Religious groups were among the first to sponsor orphanages in Cincinnati. The earliest orphan asylum in Cincinnati was Catholic and was established by the Sisters of Charity shortly after their arrival in the city. St. Peter’s Orphan Asylum opened in October of 1829, and focused solely on the care of girls. The asylum did welcome both Catholic and Protestant children, but, with a growing Catholic population in the city, the fact that the sisters took in Protestant children caused tension with Protestant groups who feared that the children were being converted to Catholicism.[2]
It was not until 1837 that a Catholic orphan home for boys opened. In 1837 Father John Martin Henni, the Pastor of Holy Trinity Church, founded St. Aloysius. Even more specialized than St. Peter’s, St. Aloysius, served as an asylum for German Catholic boys. To raise funds for the orphanage, Father Henni began publishing Wahrheitsfreund, the first German Catholic newspaper in the United States. The boys were originally housed in private homes, but in 1839 the orphan asylum opened a location on West Sixth Street.[3] Several other Catholic institutions serving children in Cincinnati were founded later in the 19th century including a home dedicated to the care of infants.[4]
A semi-public orphan asylum that did not cater to specific religious groups had opened in Cincinnati in 1832, after a flood and a cholera epidemic had overcome Cincinnati within the span of a few months. Approximately two percent of Cincinnati’s population died during this cholera epidemic alone.[5] The poorest residents of the city living closest to the river were the hardest hit. Several prominent women who had raised money to help those affected by the cholera epidemic decided to use their remaining funds to open an orphan asylum to assist children whose parents had died. [6] The Cincinnati Orphan Asylum was incorporated on January 25, 1833 and twelve women were appointed to oversee the asylum.[7] They would take in a total of 78 children in their first year. The children were described as a combination of “true orphans, children who had been neglected or deserted by their parents, and ‘waifs’ picked up by the Township Trustees.”[8] The Cincinnati Orphan Asylum did accept some children who simply did not have proper homes or who were homeless, and could have served as an alternative to the House of Refuge.
In contrast, another orphanage established after a cholera epidemic was more discerning in determining which children to accept. The General Protestant Orphan Home was established after a second cholera epidemic in 1849. In Cincinnati alone, 6,000 people or approximately five percent of the population died during this epidemic.[9] The First German Protestant Aid Association of Cincinnati met on July 29, 1849 in the North German Church and afterward established the German General Protestant Orphan Society to raise funds and establish a home for orphaned children. Construction of the orphanage in Mt. Auburn began in 1850 and the orphanage opened in 1851. The organization accepted full orphans and children of single parent households if their remaining parent was unable to care for them but only if the parent was a member. Each child who entered the home was required to be baptized and to attend school.[10]
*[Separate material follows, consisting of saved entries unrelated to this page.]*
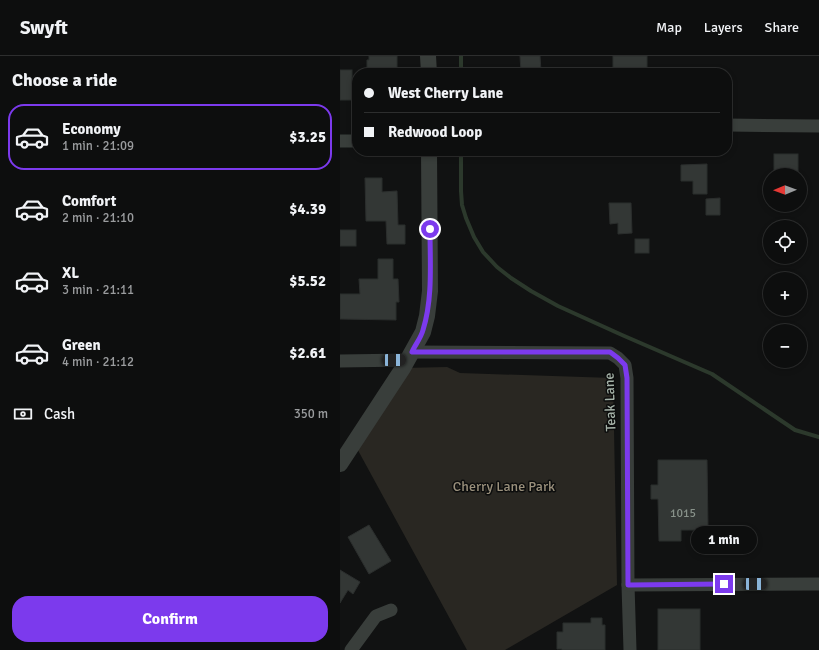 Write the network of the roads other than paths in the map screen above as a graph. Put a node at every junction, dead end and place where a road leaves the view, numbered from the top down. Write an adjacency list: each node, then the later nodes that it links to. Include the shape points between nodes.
1 (428, 56): 2 (street)
2 (428, 68)
3 (732, 125): 4 (street)
4 (819, 126)
5 (340, 141): 6 (street)
6 (352, 141)
7 (429, 156): 8 (street, via 430,291 423,332)
8 (409, 356): 9 (street, Teak Lane); 10 (street); 12 (street, Teak Lane, via 610,352 625,365)
9 (340, 361)
10 (340, 464)
11 (819, 584): 12 (street)
12 (628, 585): 15 (street, Teak Lane)
13 (391, 610): 14 (street, via 376,616)
14 (351, 650)
15 (630, 650)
The first orphanage dedicated to the care African American children was the Colored Orphan Asylum. It was established in 1844 by Lydia B. Mott and an association of African American and white men and women.[11] The Colored Orphan Asylum accepted both children whose parents had died and children whose parents were unable to provide for them. The asylum was funded through donations, member subscriptions, and benefit events.[12]
One of the most influential institutions for the care of dependent and orphaned children in Cincinnati found its roots in the Children’s Aid Society, also called the Industrial School, which was established in 1859. The original industrial school opened on Water Street in December of 1859. It served as school and operated the equivalent of a daycare for infants. The Children’s Aid Society also began taking in children who needed homes. Following the guide of the New York Children’s Aid Society, they worked to find homes in the country for the children. By 1863, the Children’s Aid Society was struggling and lost the abandoned school house they were occupying on Race Street.[13]
In 1864, a group of Quaker women who had also been involved in the Children’s Aid Society, Hannah Smith, Margaret Hinckman, and Hannah Shipley, began the Penn Mission Day School in the Penn Mission Building on Park Street. The Penn Mission Building also housed the Penn Mission Sunday School started by Murray Shipley.[14] In April of 1864, they began taking in children without suitable homes and by the fall they had accepted 13 children. The name was changed to The Children’s Home on November 29, 1864. A Board of Lady managers was appointed to take care of the day-to-day operations and a 10 men were appointed to the Board of Trustees.[15] The Children’s Home would continue the goals of the Children’s Aid Society and seek to find homes in the country for the children in their care, but the fact that they concentrated their efforts on areas of the city that were populated by Irish and German Catholic immigrants helped feed into an already existing a mutual distrust between Protestants and Catholics.[16] This mistrust also influenced where children in need were placed.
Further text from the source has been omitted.